Exercise brief: Go through the entries below and tally the lines holding "they"; please reply with the number only.

Source data:
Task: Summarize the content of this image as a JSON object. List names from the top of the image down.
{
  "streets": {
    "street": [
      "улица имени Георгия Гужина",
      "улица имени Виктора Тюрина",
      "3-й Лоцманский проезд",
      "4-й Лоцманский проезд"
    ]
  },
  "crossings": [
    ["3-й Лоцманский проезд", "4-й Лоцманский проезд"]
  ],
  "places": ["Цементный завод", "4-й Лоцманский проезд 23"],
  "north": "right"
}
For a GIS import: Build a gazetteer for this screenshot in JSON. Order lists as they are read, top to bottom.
==
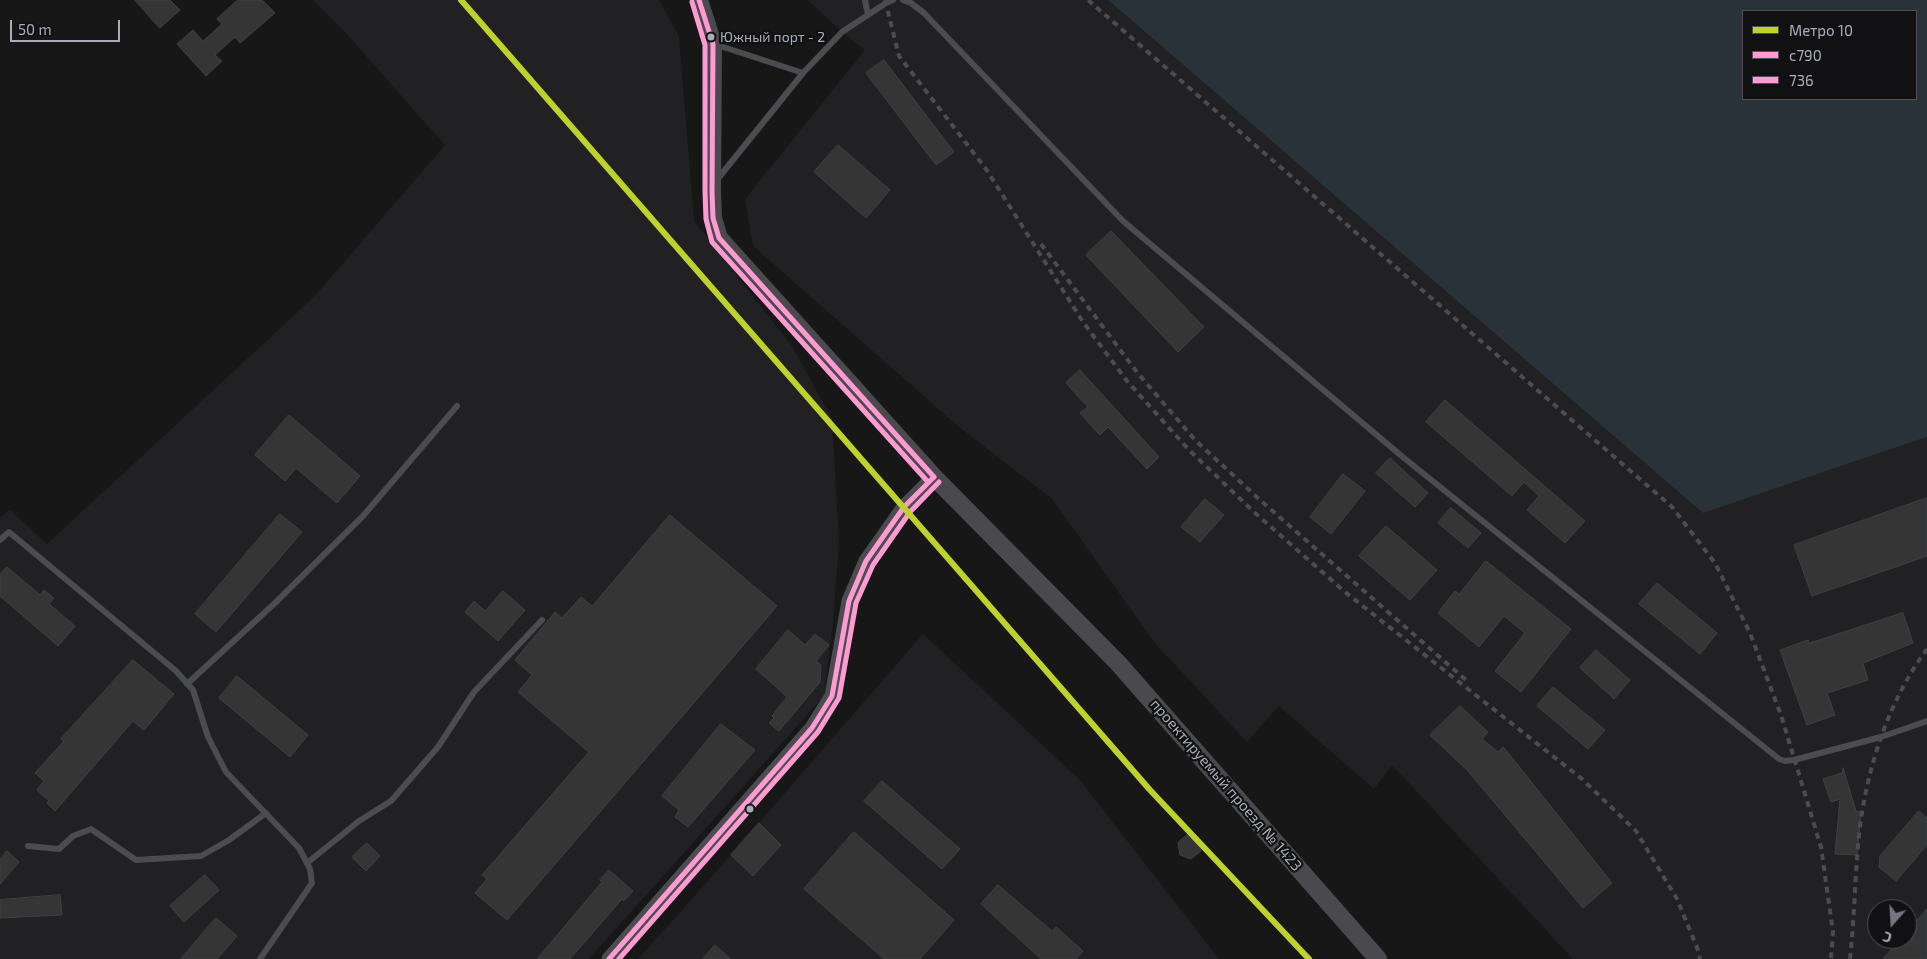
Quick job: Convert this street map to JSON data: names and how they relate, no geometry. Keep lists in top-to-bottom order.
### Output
==
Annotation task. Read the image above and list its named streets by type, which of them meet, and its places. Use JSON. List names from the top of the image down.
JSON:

Written response: 2